Preferably, the chip model of the power supply chip is BP2535.

The utility model discloses a technical scheme's beneficial effect: the live wire of the alternating current circuit is connected with the low-voltage direct current conversion unit to carry out power taking and voltage reduction operations, so that power is provided for other circuit elements; through the live wire access chopper unit and the zero crossing detection unit at alternating current circuit, the user sends the signal to the control unit from the input unit, and the control unit adjusts the output of exchanging through the chopper unit to realize on-off control's purpose, cooperate the zero crossing detection unit simultaneously and avoid when the chopper, during the chopper, zero point leads to the unable output waveform of circuit. The customer directly carries out on-off control through the mode that single live wire flowed in and single live wire flowed out under the condition that need not carry out big change to the circuit, realizes functions such as the state of control fan or the state of lamp through the direct transmission signal of single live wire.

Drawings

FIG. 1 is a schematic connection diagram of an embodiment of the present invention;

fig. 2 is a schematic circuit diagram of an embodiment of the present invention;

fig. 3 is a schematic diagram of the working steps of an embodiment of the present invention.

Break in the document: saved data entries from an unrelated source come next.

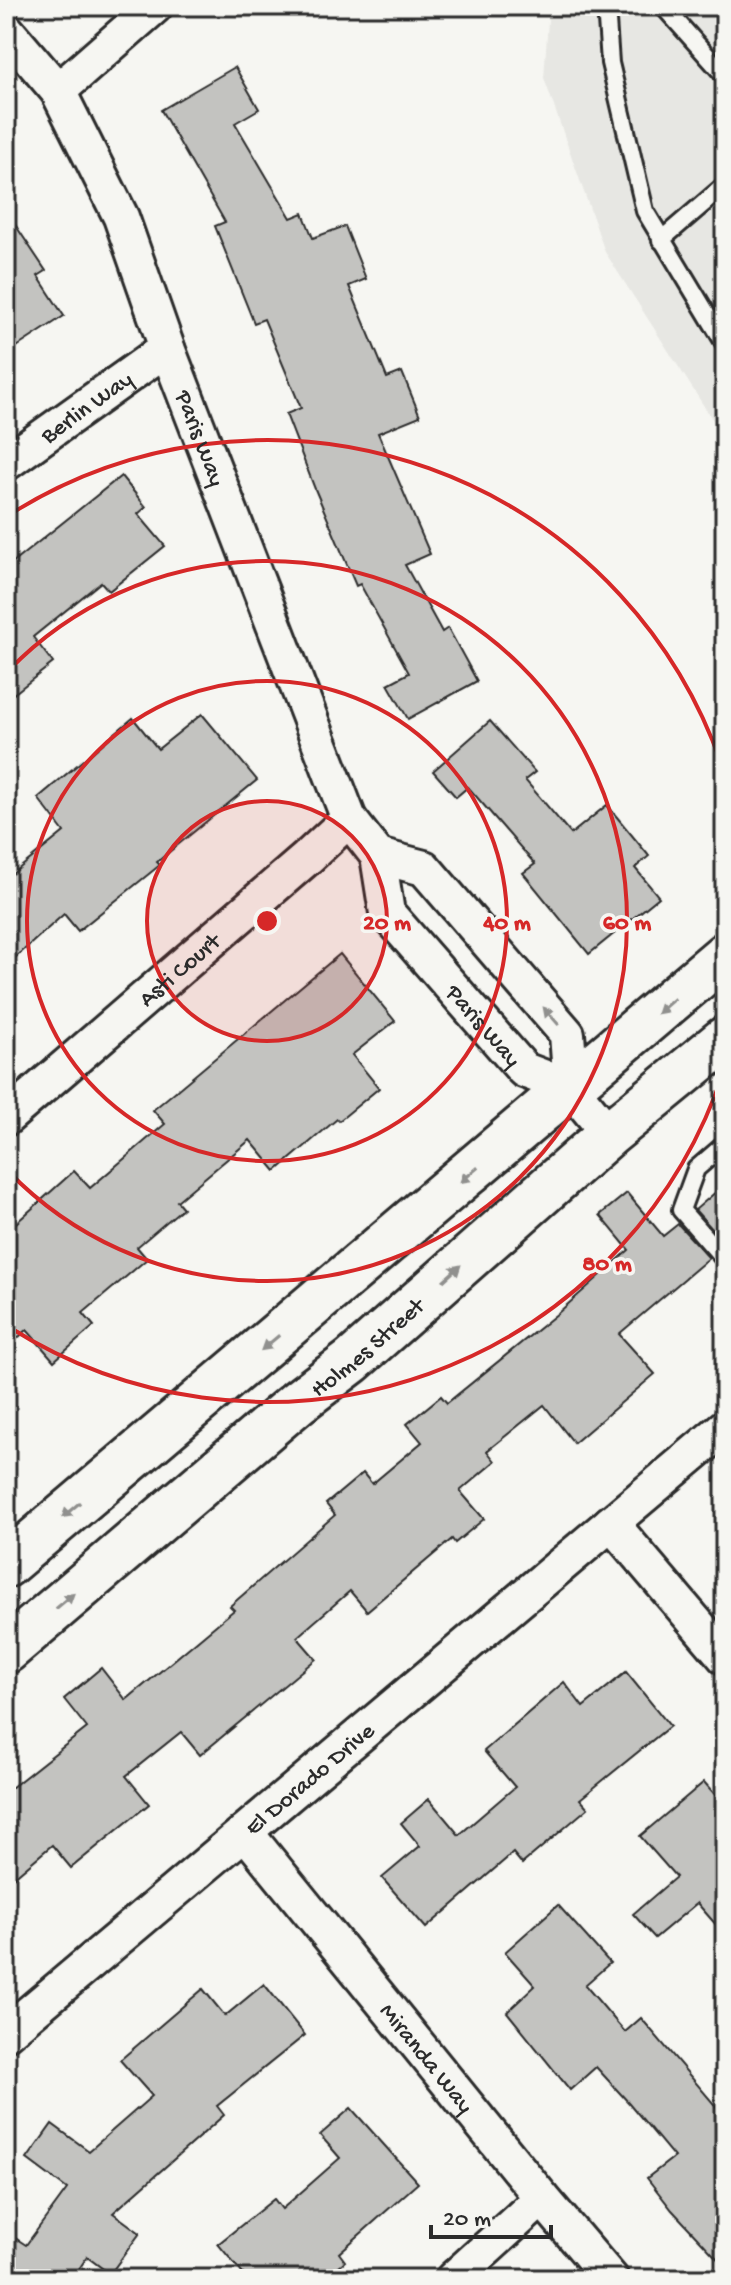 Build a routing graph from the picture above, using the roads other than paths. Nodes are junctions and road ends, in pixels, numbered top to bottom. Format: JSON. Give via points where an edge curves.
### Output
{"nodes":[{"id":1,"x":155,"y":6,"type":"edge"},
{"id":2,"x":606,"y":6,"type":"edge"},
{"id":3,"x":663,"y":6,"type":"edge"},
{"id":4,"x":6,"y":30,"type":"edge"},
{"id":5,"x":725,"y":76,"type":"edge"},
{"id":6,"x":58,"y":91,"type":"junction"},
{"id":7,"x":725,"y":185,"type":"edge"},
{"id":8,"x":661,"y":240,"type":"junction"},
{"id":9,"x":725,"y":344,"type":"edge"},
{"id":10,"x":167,"y":348,"type":"junction"},
{"id":11,"x":6,"y":463,"type":"edge"},
{"id":12,"x":349,"y":819,"type":"junction"},
{"id":13,"x":378,"y":856,"type":"junction"},
{"id":14,"x":725,"y":955,"type":"edge"},
{"id":15,"x":725,"y":1039,"type":"edge"},
{"id":16,"x":571,"y":1088,"type":"junction"},
{"id":17,"x":6,"y":1118,"type":"edge"},
{"id":18,"x":609,"y":1134,"type":"junction"},
{"id":19,"x":725,"y":1144,"type":"edge"},
{"id":20,"x":725,"y":1260,"type":"edge"},
{"id":21,"x":725,"y":1427,"type":"edge"},
{"id":22,"x":611,"y":1523,"type":"junction"},
{"id":23,"x":6,"y":1565,"type":"edge"},
{"id":24,"x":6,"y":1651,"type":"edge"},
{"id":25,"x":725,"y":1657,"type":"edge"},
{"id":26,"x":245,"y":1832,"type":"junction"},
{"id":27,"x":6,"y":2033,"type":"edge"},
{"id":28,"x":542,"y":2198,"type":"junction"},
{"id":29,"x":453,"y":2279,"type":"edge"},
{"id":30,"x":611,"y":2279,"type":"edge"}],
"edges":[{"from":1,"to":6,"type":"street"},
{"from":2,"to":8,"type":"lane","via":[[613,78],[645,211]]},
{"from":3,"to":5,"type":"lane"},
{"from":4,"to":6,"type":"street","name":"Paris Way"},
{"from":6,"to":10,"type":"street","name":"Paris Way","via":[[121,217]]},
{"from":7,"to":8,"type":"lane"},
{"from":8,"to":9,"type":"lane"},
{"from":10,"to":11,"type":"street","name":"Berlin Way"},
{"from":10,"to":12,"type":"street","name":"Paris Way"},
{"from":12,"to":13,"type":"street","name":"Paris Way"},
{"from":12,"to":17,"type":"street","name":"Asti Court"},
{"from":13,"to":16,"type":"street","name":"Paris Way","via":[[387,913],[524,1070]]},
{"from":16,"to":13,"type":"street","one_way":true,"via":[[567,1034],[424,868]]},
{"from":14,"to":16,"type":"main road","one_way":true},
{"from":15,"to":18,"type":"main road","name":"Holmes Street"},
{"from":16,"to":18,"type":"street","name":"Paris Way"},
{"from":16,"to":23,"type":"main road","one_way":true},
{"from":24,"to":18,"type":"main road","name":"Holmes Street","one_way":true,"via":[[352,1361]]},
{"from":19,"to":20,"type":"lane","via":[[696,1169],[681,1210]]},
{"from":21,"to":22,"type":"street","name":"El Dorado Drive"},
{"from":22,"to":25,"type":"street"},
{"from":22,"to":26,"type":"street","name":"El Dorado Drive"},
{"from":26,"to":27,"type":"street","name":"El Dorado Drive"},
{"from":26,"to":28,"type":"street","name":"Miranda Way"},
{"from":28,"to":29,"type":"street"},
{"from":28,"to":30,"type":"street","name":"Miranda Way"}]} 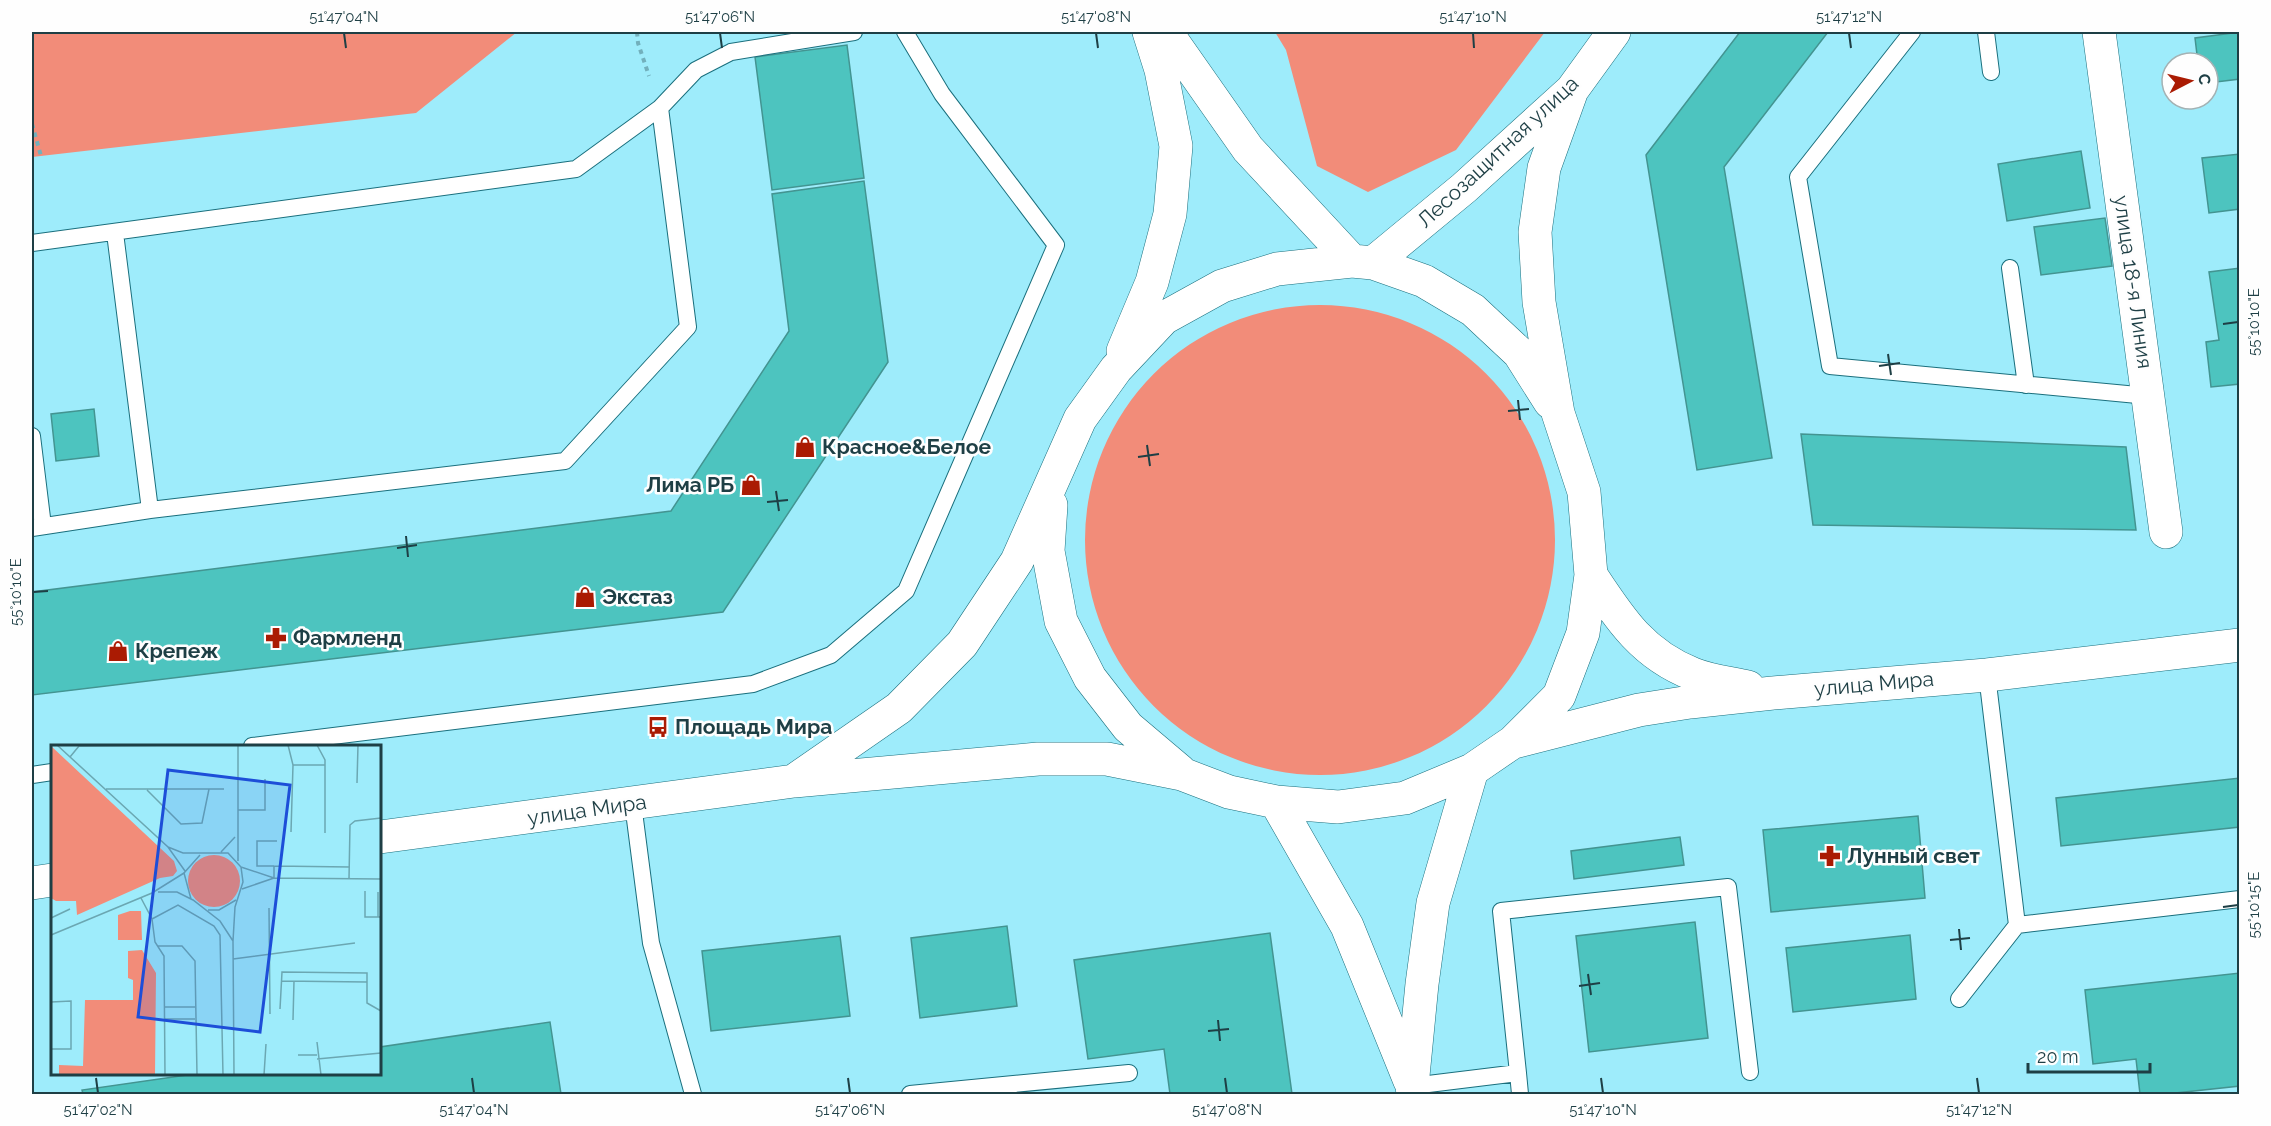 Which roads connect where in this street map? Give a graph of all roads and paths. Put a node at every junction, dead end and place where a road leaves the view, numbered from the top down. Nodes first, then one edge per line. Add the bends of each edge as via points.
1 (637, 32) edge
2 (854, 32) edge
3 (905, 32) edge
4 (1149, 32) edge
5 (1166, 32) edge
6 (1614, 32) edge
7 (1912, 32) edge
8 (1986, 32) edge
9 (2099, 32) edge
10 (1990, 72) dead end
11 (1572, 90) junction
12 (660, 108) junction
13 (32, 124) edge
14 (40, 156) dead end
15 (115, 233) junction
16 (32, 243) edge
17 (1363, 262) junction
18 (2010, 268) dead end
19 (1116, 369) junction
20 (2026, 385) junction
21 (2148, 396) junction
22 (1558, 413) junction
23 (32, 436) edge
24 (1052, 482) junction
25 (150, 510) junction
26 (37, 527) edge
27 (2166, 532) dead end
28 (1591, 575) junction
29 (2240, 645) edge
30 (1988, 675) junction
31 (1773, 693) junction
32 (1513, 742) junction
33 (268, 745) edge
34 (1472, 770) junction
35 (51, 772) edge
36 (1182, 774) junction
37 (32, 775) edge
38 (794, 781) junction
39 (1276, 802) junction
40 (633, 804) junction
41 (381, 837) edge
42 (51, 880) edge
43 (32, 883) edge
44 (2240, 899) edge
45 (2017, 925) junction
46 (1959, 999) dead end
47 (1129, 1072) dead end
48 (1750, 1072) dead end
49 (1518, 1073) junction
50 (1413, 1090) edge
51 (693, 1095) edge
52 (910, 1095) edge
53 (1520, 1095) edge

1 - 12 path
2 - 12 lane via 731,52 696,70
3 - 33 lane via 942,94 1056,244 906,591 831,655 753,684
4 - 19 main road via 1176,146 1170,214 1152,282
5 - 17 main road via 1248,149
6 - 11 main road, Лесозащитная улица
7 - 20 lane via 1798,177 1830,366
8 - 10 lane
9 - 21 main road, улица 18-я Линия
11 - 17 main road, Лесозащитная улица via 1464,188
11 - 22 main road via 1544,168 1535,232 1539,302
12 - 15 lane via 576,169
12 - 25 lane via 688,327 565,461
13 - 14 path
15 - 16 lane
15 - 25 lane
17 - 19 main road via 1277,269 1222,286 1164,318
17 - 22 main road via 1424,281 1473,310 1519,353
18 - 20 lane
19 - 24 main road via 1080,419
20 - 21 lane
21 - 27 main road, улица 18-я Линия
22 - 28 main road via 1584,492
23 - 26 lane
24 - 36 main road via 1048,551 1061,621 1090,678 1128,728
24 - 38 main road via 1017,561 962,644 899,708
25 - 26 lane
28 - 31 main road via 1621,621 1648,650 1694,675
28 - 32 main road via 1583,633 1559,696
29 - 30 main road, улица Мира
30 - 31 main road, улица Мира
30 - 45 lane
31 - 32 main road, улица Мира via 1639,710
32 - 34 main road
34 - 39 main road via 1405,798 1338,807
34 - 50 main road via 1433,903
35 - 37 lane
36 - 38 main road, улица Мира via 1107,759 1038,759
36 - 39 main road via 1228,792
38 - 40 main road, улица Мира
39 - 50 main road via 1347,926
40 - 41 main road, улица Мира
40 - 51 lane via 651,943
42 - 43 main road
44 - 45 lane
45 - 46 lane
47 - 52 lane
48 - 49 lane via 1728,887 1501,911
49 - 50 lane
49 - 53 lane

Wherein: the low-voltage direct current conversion circuit comprises a low-voltage direct current conversion unit 1, a power taking circuit 11, a connecting circuit 12, a voltage reduction circuit 13, a control unit 2, a chopping unit 3, a chopping circuit 31, a push-pull circuit 32, a zero-crossing detection unit 4 and an input unit 5.

Detailed Description

The technical solution of the present invention is further explained by the following embodiments with reference to the drawings.

Reference will now be made in detail to embodiments of the present invention, examples of which are illustrated in the accompanying drawings, wherein like reference numerals refer to the same or similar elements or elements having the same or similar function throughout. The embodiments described below with reference to the drawings are exemplary only for the purpose of explaining the present invention, and should not be construed as limiting the present invention.

In the description of the present invention, "a plurality" means two or more unless otherwise specified.

In the description of the present invention, it is to be noted that, unless otherwise explicitly specified or limited, the terms "mounted," "connected," and "connected" are to be construed broadly, and may be, for example, fixedly connected, detachably connected, or integrally connected; can be mechanically or electrically connected; they may be connected directly or indirectly through intervening media, or they may be interconnected between two elements. The specific meaning of the above terms in the present invention can be understood in specific cases to those skilled in the art.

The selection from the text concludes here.